Пусть принесет благодарность отцам.
Ладно еще, если бы он просто констатировал это как некую горькую истину. Но то-то и дело, что о страшной судьбе тех, кто «на крови поскользнулся» (не только их самих, но даже и их детей), Куняев говорит с нескрываемым злорадством, я бы даже сказал — со сладострастным упоением:
Попировали маленько — и хватит.
Вам ли не знать, что история катит
Не по коврам, а по хрупким костям.
Славно и весело вы погостили
И растворились в пространствах России
Дачи оставили новым гостям.
Чувствуется, что автор испытывает глубокое мстительное удовлетворение: дескать, поделом вору и мука.
По всем своим внешним признакам (стихотворный размер, рифма) это сочинение Куняева подходит под рубрику, обозначенную Баратынским как «поэма сжатая поэта». Но по типу мышления оно, конечно, должно быть отнесено к разряду «журнальной полемики». И дело даже не в том, что в этом своем стихотворении автор твердит «уж ведомое всем», а в некоторой, мягко говоря, сомнительности его нравственной позиции. Попытка установить некую иерархию беды, иерархию горя, иерархию страдания бесконечно чужда и даже враждебна самому духу поэзии.

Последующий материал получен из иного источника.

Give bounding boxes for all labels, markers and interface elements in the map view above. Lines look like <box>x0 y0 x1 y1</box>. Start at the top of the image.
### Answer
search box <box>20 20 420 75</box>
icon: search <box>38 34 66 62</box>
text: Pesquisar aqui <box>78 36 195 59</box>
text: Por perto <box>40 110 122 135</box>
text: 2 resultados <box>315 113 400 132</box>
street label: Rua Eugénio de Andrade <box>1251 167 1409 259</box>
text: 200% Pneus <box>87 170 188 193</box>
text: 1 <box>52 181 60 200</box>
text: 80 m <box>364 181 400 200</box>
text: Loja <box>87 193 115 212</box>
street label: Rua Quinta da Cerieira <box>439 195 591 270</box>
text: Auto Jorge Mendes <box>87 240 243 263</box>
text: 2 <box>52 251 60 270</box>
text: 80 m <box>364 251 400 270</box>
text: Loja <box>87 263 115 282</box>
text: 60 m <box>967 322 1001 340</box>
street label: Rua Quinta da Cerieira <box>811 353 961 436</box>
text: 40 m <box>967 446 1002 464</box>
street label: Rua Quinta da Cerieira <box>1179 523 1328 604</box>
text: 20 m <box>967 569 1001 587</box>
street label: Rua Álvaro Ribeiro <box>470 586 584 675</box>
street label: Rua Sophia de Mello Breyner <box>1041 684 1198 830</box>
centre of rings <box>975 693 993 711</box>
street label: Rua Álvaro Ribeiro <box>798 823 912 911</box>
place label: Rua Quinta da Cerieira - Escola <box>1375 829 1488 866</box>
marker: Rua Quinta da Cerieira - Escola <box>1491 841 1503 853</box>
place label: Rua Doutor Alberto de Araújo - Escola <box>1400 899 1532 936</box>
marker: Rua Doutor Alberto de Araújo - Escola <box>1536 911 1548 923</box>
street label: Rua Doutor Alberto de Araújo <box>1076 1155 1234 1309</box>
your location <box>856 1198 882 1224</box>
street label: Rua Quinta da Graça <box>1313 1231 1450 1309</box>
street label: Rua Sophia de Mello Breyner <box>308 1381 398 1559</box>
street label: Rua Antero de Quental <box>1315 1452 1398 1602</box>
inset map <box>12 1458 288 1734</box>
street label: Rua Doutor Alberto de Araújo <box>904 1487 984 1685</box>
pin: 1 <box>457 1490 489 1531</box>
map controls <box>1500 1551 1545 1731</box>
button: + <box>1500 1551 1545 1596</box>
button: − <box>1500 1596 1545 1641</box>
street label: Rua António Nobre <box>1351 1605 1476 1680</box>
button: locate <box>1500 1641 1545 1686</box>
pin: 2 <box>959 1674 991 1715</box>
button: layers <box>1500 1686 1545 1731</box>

Тень этой иерархии мелькнула и у Коржавина: она в самом этом делении пролитой крови на «главную» и «неглавную». Но Коржавин, в отличие от Куняева, судит не других, а себя:
Наивность взрослых — власть стихии.
Со здравым смыслом — нервный бой.
Прости меня, прости, Россия,
За все, что сделали с тобой.
За вдохновенные насилья,
За хитромудрых дураков.
За тех юнцов что жить учили
Разумных, взрослых мужиков…
Во имя блага и свершенья
Надежд несбыточных Земли.
Во имя веры в положенья
Трех скучных книжек, что прочли…
Когда неслись, как злые ливни,
Врагам возможным смертью мстя,
Вполне наивны. Так наивны,
Как немцы — десять лет спустя.
Да, там, на снежном новоселье,
Где в степь состав сгружал конвой.
Где с редким мужеством терпели —
И детский плач, и женский вой.
Далеко же он должен был уйти от романтических грез своей юности, чтобы «наивных», яростных комсомольцев 20-х годов прямо уподобить фашистским нелюдям, загонявшим женщин и детей в газовые камеры.
Но в отличие от Куняева даже и тут он не дает воли темному, злому чувству мстительного удовлетворения:
Не мстить зову — довольно мстили,
Уймись, страна! Устройся, быт.
Мы все друг другу заплатили
За все давно — и счет закрыт.
Ну что с них взять с больных и старых.
Уж было все на их веку.
Я с ними сам на тесных нарах
Делил баланду и тоску…
Не в христианском всепрощении тут дело. И не о том я веду речь, кто ближе к истине — злобствующий Куняев или беспощадно рассчитывающийся со своей собственной жизнью Коржавин.
Смысл моего противопоставления не в том, чтобы решить, как следует нам сегодня понимать и истолковывать нашу историю: по-куняевски или по-коржавински. Речь не об истории, а о поэзии. О том, в чем состоит истинное назначение поэта.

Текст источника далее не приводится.